Reverse engineering is the process of reading metadata from the database into ODI. You can select which tables, views, and synonyms to import. After reverse engineering, datastores appear under the model. You can modify datastore properties, add filters, change column definitions, and define primary/foreign keys.

Building Basic and Intermediate Interfaces (Mappings)

An Interface in ODI is a data flow that extracts data from one or more sources, transforms it, and loads it into a target. The graphical flow editor allows you to drag and drop datastores, define joins, filters, and transformations, and specify the target table.
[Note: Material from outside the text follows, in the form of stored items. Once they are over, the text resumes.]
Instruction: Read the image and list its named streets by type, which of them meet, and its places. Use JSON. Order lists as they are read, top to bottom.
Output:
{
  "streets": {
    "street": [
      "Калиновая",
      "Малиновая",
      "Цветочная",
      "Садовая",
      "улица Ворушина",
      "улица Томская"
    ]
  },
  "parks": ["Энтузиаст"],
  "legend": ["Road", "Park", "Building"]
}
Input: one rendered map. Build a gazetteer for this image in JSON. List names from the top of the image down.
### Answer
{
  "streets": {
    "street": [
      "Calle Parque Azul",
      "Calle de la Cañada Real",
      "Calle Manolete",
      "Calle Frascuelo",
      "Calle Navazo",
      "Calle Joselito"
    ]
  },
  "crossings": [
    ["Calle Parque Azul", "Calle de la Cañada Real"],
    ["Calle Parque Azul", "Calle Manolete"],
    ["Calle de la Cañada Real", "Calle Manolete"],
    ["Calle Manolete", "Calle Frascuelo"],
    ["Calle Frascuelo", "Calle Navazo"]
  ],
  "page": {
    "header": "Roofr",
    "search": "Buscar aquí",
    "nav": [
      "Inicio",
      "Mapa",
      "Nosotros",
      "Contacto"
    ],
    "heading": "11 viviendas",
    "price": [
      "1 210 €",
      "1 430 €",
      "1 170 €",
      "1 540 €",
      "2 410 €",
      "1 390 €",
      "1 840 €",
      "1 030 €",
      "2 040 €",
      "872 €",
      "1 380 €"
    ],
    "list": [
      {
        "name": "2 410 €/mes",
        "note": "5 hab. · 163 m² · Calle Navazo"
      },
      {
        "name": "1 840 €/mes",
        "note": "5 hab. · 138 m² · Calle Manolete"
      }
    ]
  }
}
-- Creating a simple Interface:
-- 1. In Designer, right-click on Interfaces and select New Interface.
-- 2. Give it a name (e.g., "LOAD_CUSTOMERS").
-- 3. Drag source datastore(s) from the Model into the Source panel.
-- 4. Drag the target datastore into the Target panel.
-- 5. Draw a link between source and target columns (mapping).
-- 6. Add any filters or transformations in the expression editor.
-- 7. Select the appropriate Knowledge Modules (LKM, IKM, CKM).
-- 8. Save and execute.

Understanding Knowledge Modules (KMs)

KMs are reusable code templates that define how ODI executes specific tasks. There are several types:

Loading Knowledge Module (LKM) — extracts data from a source and loads it into a staging area (e.g., LKM SQL to SQL, LKM File to SQL).
Integration Knowledge Module (IKM) — integrates data from the staging area into the target (e.g., IKM SQL Control Append, IKM Incremental Update).
Check Knowledge Module (CKM) — validates data quality and handles errors (e.g., CKM SQL).
Service Knowledge Module (SKM) — used for web services integration.

Deep Dive into IKM and LKM

LKM defines how data is extracted from the source and loaded into a staging table. For example, LKM SQL to SQL uses a database link to pull data from a remote database into the staging area.

IKM defines how data from the staging table is integrated into the target. Common IKMs include:

IKM SQL Control Append — inserts new rows into the target, applying constraints.
IKM SQL Incremental Update — performs merge (update/insert) operations.
IKM SQL Multi-Table Insert — loads data into multiple target tables.

Choosing the right KM is critical for performance and functionality. ODI provides a wide range of built-in KMs, and you can also create custom KMs.

Configuring CKM for Data Quality and Error Handling

Check Knowledge Module (CKM) is used to validate data against defined constraints (e.g., not null, unique, foreign key). You can use CKM at different stages:

Static Control — checks existing data in the target for quality issues.
Flow Control — checks data during the integration flow before loading.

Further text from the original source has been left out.